Stored data entries:
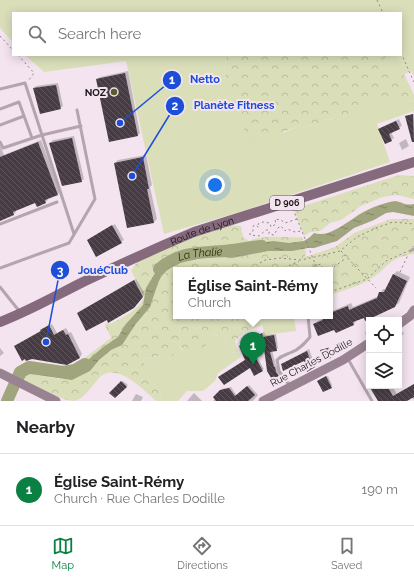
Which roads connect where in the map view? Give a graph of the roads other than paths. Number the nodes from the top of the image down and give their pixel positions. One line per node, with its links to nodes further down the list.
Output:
1 (0, 90): 7 (lane)
2 (0, 109): 4 (lane)
3 (77, 110): 6 (lane)
4 (24, 116): 5 (lane); 8 (lane)
5 (0, 125)
6 (81, 126): 7 (lane); 13 (lane)
7 (42, 135): 8 (lane); 13 (lane)
8 (32, 138): 9 (lane)
9 (0, 142)
10 (414, 162): 17 (main road, Route de Lyon / D 906)
11 (57, 202): 12 (lane)
12 (0, 224)
13 (74, 234): 14 (lane)
14 (0, 268)
15 (0, 287): 17 (lane)
16 (414, 310): 20 (main road)
17 (21, 313): 19 (main road, Route de Lyon / D 906)
18 (308, 319): 24 (lane)
19 (0, 322)
20 (402, 322)
21 (366, 346): 22 (main road, Rue Charles Dodille)
22 (347, 357): 24 (main road, Rue Charles Dodille); 27 (lane)
23 (2, 373): 25 (main road)
24 (290, 386): 26 (main road, Rue Charles Dodille)
25 (56, 401)
26 (263, 401)
27 (372, 401)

Task objective: Each record above must be retyped exactly, minus its pictures.

Answer to this exercise:
Which roads connect where in the map view? Give a graph of the roads other than paths. Number the nodes from the top of the image down and give their pixel positions. One line per node, with its links to nodes further down the list.
Output:
1 (0, 90): 7 (lane)
2 (0, 109): 4 (lane)
3 (77, 110): 6 (lane)
4 (24, 116): 5 (lane); 8 (lane)
5 (0, 125)
6 (81, 126): 7 (lane); 13 (lane)
7 (42, 135): 8 (lane); 13 (lane)
8 (32, 138): 9 (lane)
9 (0, 142)
10 (414, 162): 17 (main road, Route de Lyon / D 906)
11 (57, 202): 12 (lane)
12 (0, 224)
13 (74, 234): 14 (lane)
14 (0, 268)
15 (0, 287): 17 (lane)
16 (414, 310): 20 (main road)
17 (21, 313): 19 (main road, Route de Lyon / D 906)
18 (308, 319): 24 (lane)
19 (0, 322)
20 (402, 322)
21 (366, 346): 22 (main road, Rue Charles Dodille)
22 (347, 357): 24 (main road, Rue Charles Dodille); 27 (lane)
23 (2, 373): 25 (main road)
24 (290, 386): 26 (main road, Rue Charles Dodille)
25 (56, 401)
26 (263, 401)
27 (372, 401)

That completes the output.